In fact, directly the essentially anti-Hellenic idea of the irrationals is introduced, the foundations of the idea of number as concrete and definite collapse. Thenceforward, the series of such numbers is no longer a visible row of increasing, discrete, numbers capable of plastic embodiment but a unidimensional continuum in which each “cut” (in Dedekind’s sense) represents a number. Such a number is already difficult to reconcile with Classical number, for the Classical mathematic knows only one number between 1 and 3, whereas for the Western the totality of such numbers is an infinite aggregate. But when we introduce further the imaginary (√-1 or i) and finally the complex numbers (general form a + bi), the linear continuum is broadened into the highly transcendent form of a number-body, i.e., the content of an aggregate of homogeneous elements in which a “cut” now stands for a number-surface containing an infinite aggregate of numbers of a lower “potency” (for instance, all the real numbers), and there remains not a trace of number in the Classical and popular sense. These number-surfaces, which since Cauchy and Riemann have played an important part in the theory of functions, are pure thought-pictures. Even positive irrational number (e.g., √2) could be conceived in a sort of negative fashion by Classical minds; they had, in fact, enough idea of it to ban it as ἄῤῥητος and ἄλογος. But expressions of the form x + yi lie beyond every possibility of comprehension by Classical thought, whereas it is on the extension of the mathematical laws over the whole region of the complex numbers, within which these laws remain operative, that we have built up the function theory which has at last exhibited the Western mathematic in all purity and unity. Not until that point was reached could this mathematic be unreservedly brought to bear in the parallel sphere of our dynamic Western physics; for the Classical mathematic was fitted precisely to its own stereometric world of individual objects and to static mechanics as developed from Leucippus to Archimedes.

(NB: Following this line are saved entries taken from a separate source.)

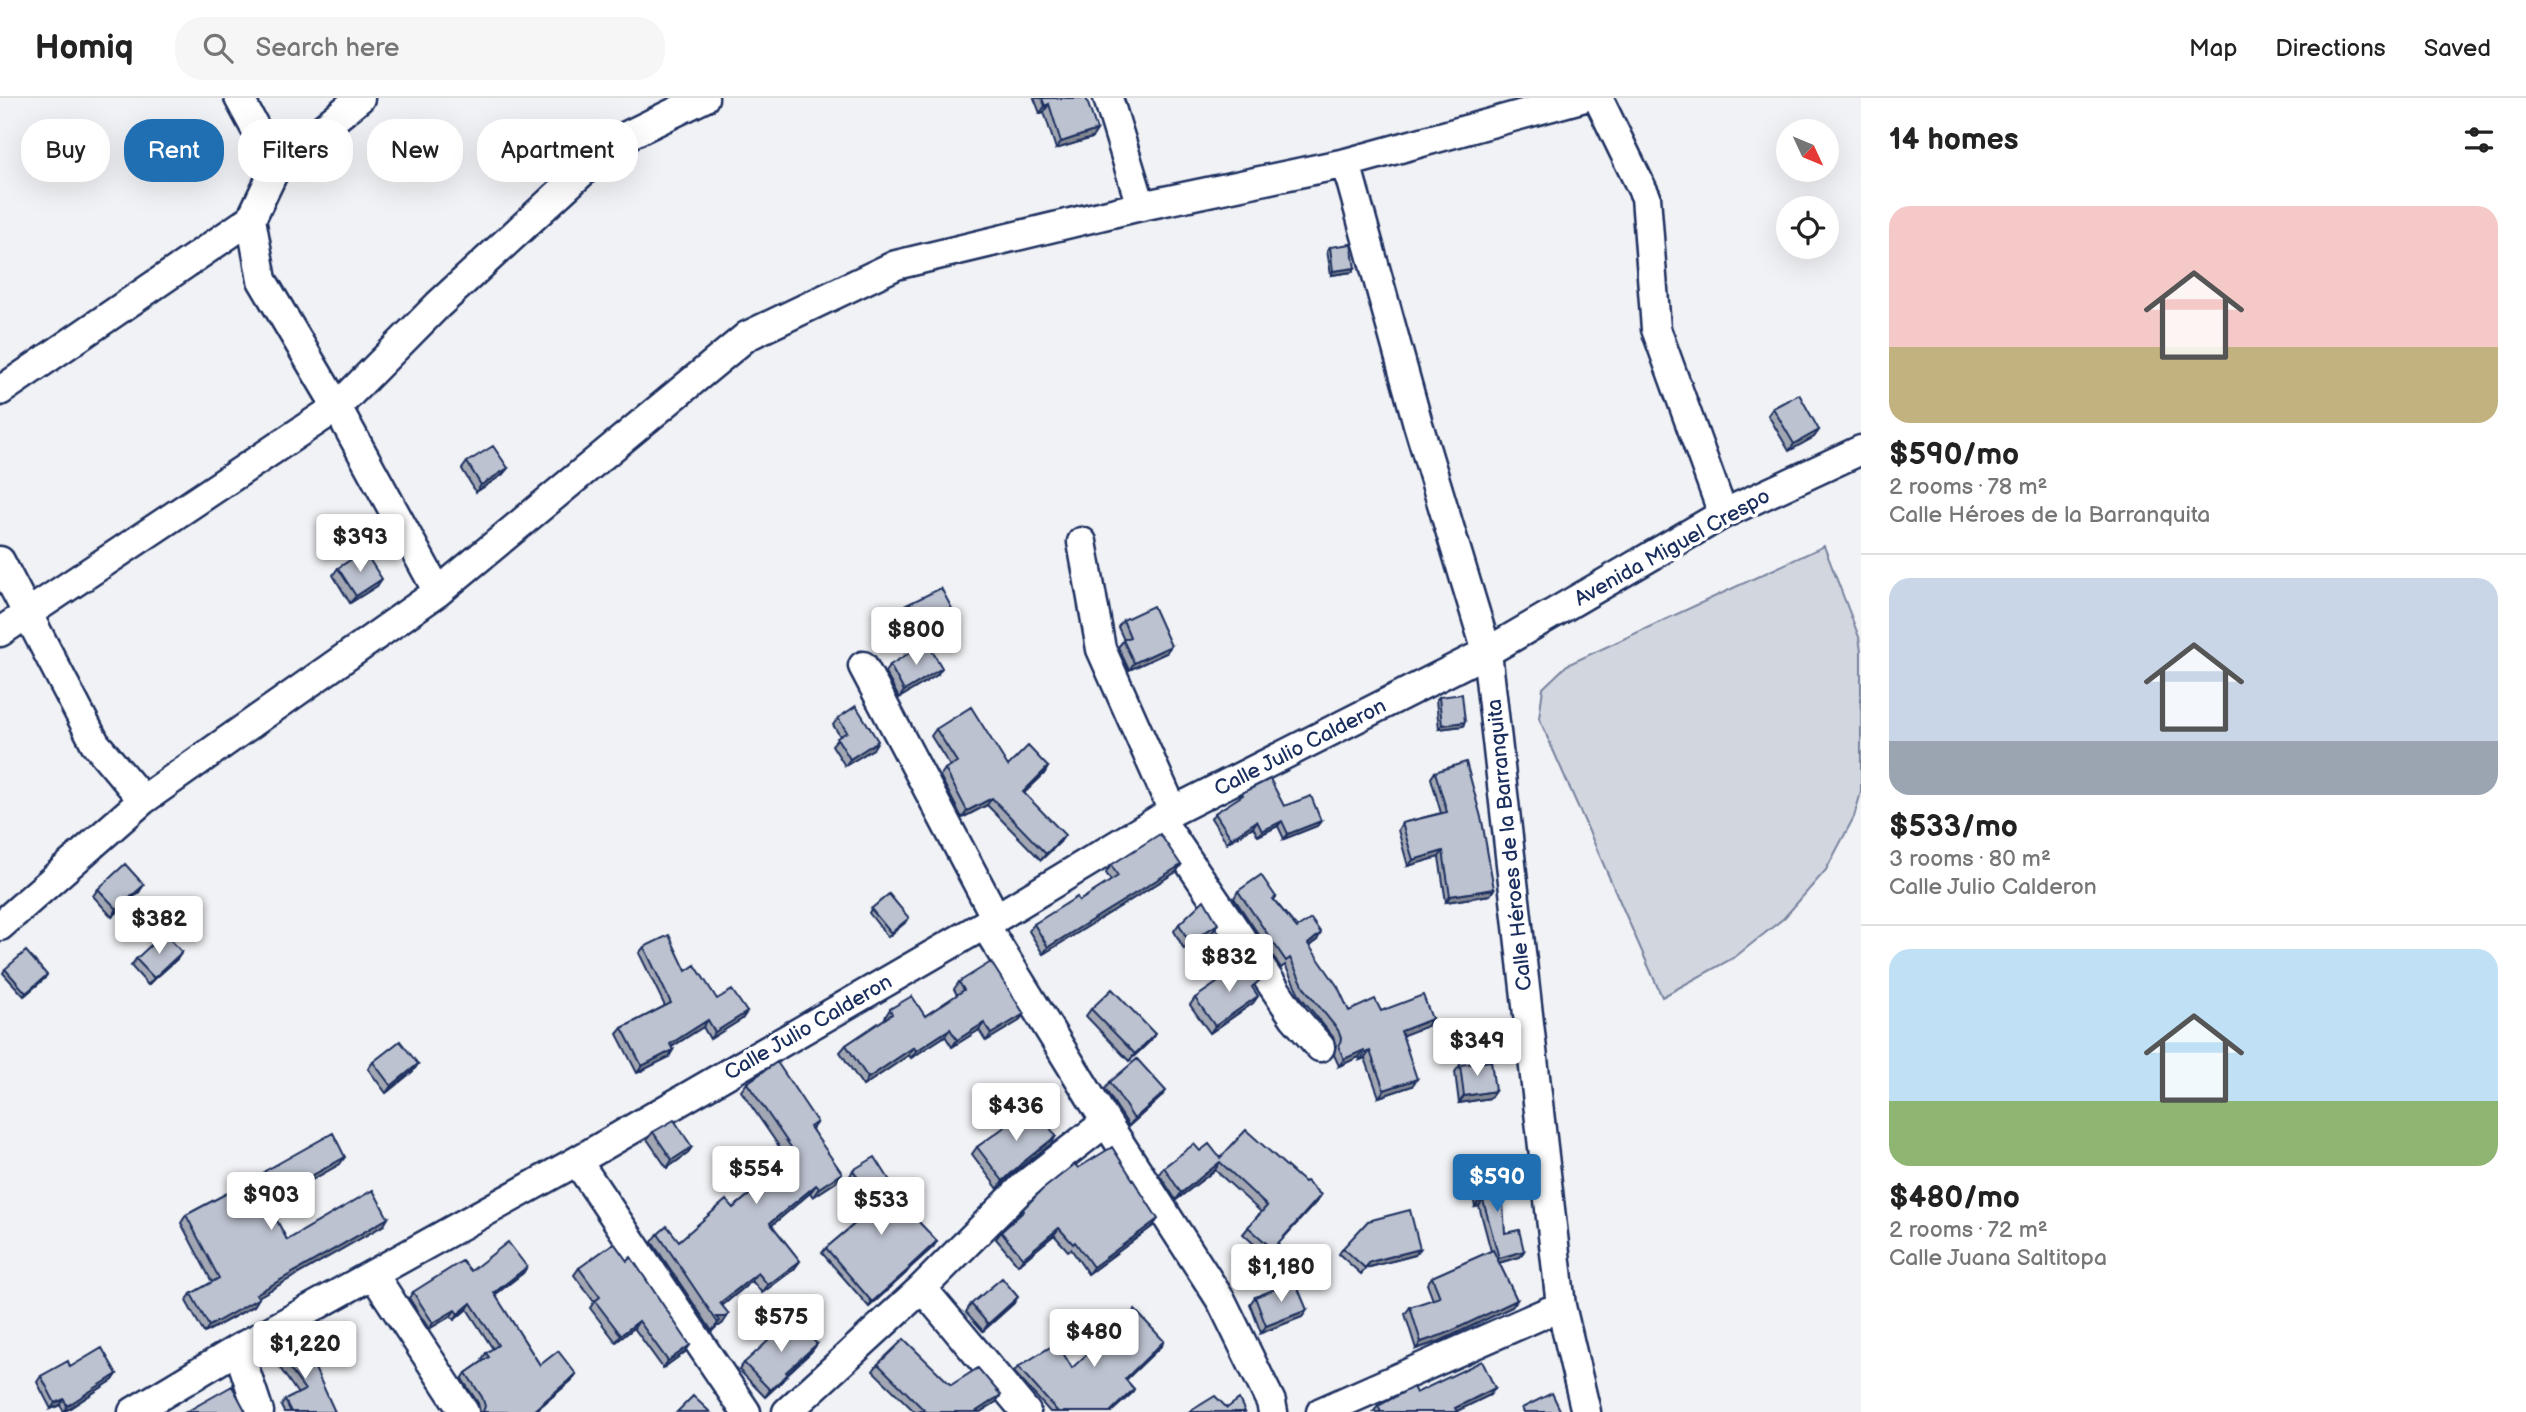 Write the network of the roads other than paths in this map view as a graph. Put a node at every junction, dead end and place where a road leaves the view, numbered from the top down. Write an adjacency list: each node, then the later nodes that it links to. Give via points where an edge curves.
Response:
1 (239, 98): 7 (street)
2 (360, 98): 8 (street)
3 (704, 98): 14 (street, via 617,141 438,305)
4 (1108, 98): 11 (street)
5 (1581, 98): 9 (street)
6 (1598, 98): 16 (street, via 1646,197 1656,329)
7 (250, 119)
8 (334, 119)
9 (1346, 163): 11 (street); 22 (street, Calle Héroes de la Barranquita)
10 (269, 182): 12 (street)
11 (1141, 206): 19 (street, via 895,265 747,336)
12 (251, 219): 13 (street); 14 (street, via 262,280)
13 (0, 390)
14 (337, 407): 19 (street); 20 (street)
15 (1861, 450): 16 (street, Avenida Miguel Crespo)
16 (1723, 514): 22 (street, Avenida Miguel Crespo)
17 (1082, 542): 25 (street, via 1101,649)
18 (0, 561): 20 (street)
19 (438, 592): 24 (street)
20 (27, 616): 21 (street); 24 (street, via 95,743)
21 (0, 632)
22 (1487, 652): 25 (street, Calle Julio Calderon); 33 (street, Calle Héroes de la Barranquita)
23 (863, 666): 26 (street)
24 (143, 800): 27 (street)
25 (1166, 815): 26 (street, Calle Julio Calderon); 28 (street, via 1294,1017)
26 (990, 922): 29 (street); 30 (street, Calle Julio Calderon)
27 (0, 926)
28 (1320, 1047)
29 (1106, 1122): 32 (street, via 1026,1184); 41 (street, via 1222,1302)
30 (577, 1161): 31 (street, Calle Julio Calderon); 38 (street)
31 (373, 1273): 34 (street, Calle Julio Calderon); 37 (street)
32 (922, 1288): 39 (street); 40 (street)
33 (1561, 1306): 42 (street); 43 (street, Calle Héroes de la Barranquita)
34 (238, 1349): 35 (street, Calle Julio Calderon); 36 (street)
35 (133, 1412)
36 (259, 1412)
37 (464, 1412)
38 (746, 1412)
39 (787, 1412)
40 (1026, 1412)
41 (1273, 1412)
42 (1321, 1412)
43 (1586, 1412)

The brilliant period of the Baroque mathematic—the counterpart of the Ionian—lies substantially in the 18th Century and extends from the decisive discoveries of Newton and Leibniz through Euler, Lagrange, Laplace and D’Alembert to Gauss. Once this immense creation found wings, its rise was miraculous. Men hardly dared believe their senses. The age of refined scepticism witnessed the emergence of one seemingly impossible truth after another.[^[67]] Regarding the theory of the differential coefficient, D’Alembert had to say: “Go forward, and faith will come to you.” Logic itself seemed to raise objections and to prove foundations fallacious. But the goal was reached.

This century was a very carnival of abstract and immaterial thinking, in which the great masters of analysis and, with them, Bach, Gluck, Haydn and Mozart—a small group of rare and deep intellects—revelled in the most refined discoveries and speculations, from which Goethe and Kant remained aloof; and in point of content it is exactly paralleled by the ripest century of the Ionic, the century of Eudoxus and Archytas (440-350) and, we may add, of Phidias, Polycletus, Alcamenes and the Acropolis buildings—in which the form-world of Classical mathematic and sculpture displayed the whole fullness of its possibilities, and so ended.

And now for the first time it is possible to comprehend in full the elemental opposition of the Classical and the Western souls. In the whole panorama of history, innumerable and intense as historical relations are, we find no two things so fundamentally alien to one another as these. And it is because extremes meet—because it may be there is some deep common origin behind their divergence—that we find in the Western Faustian soul this yearning effort towards the Apollinian ideal, the only alien ideal which we have loved and, for its power of intensely living in the pure sensuous present, have envied.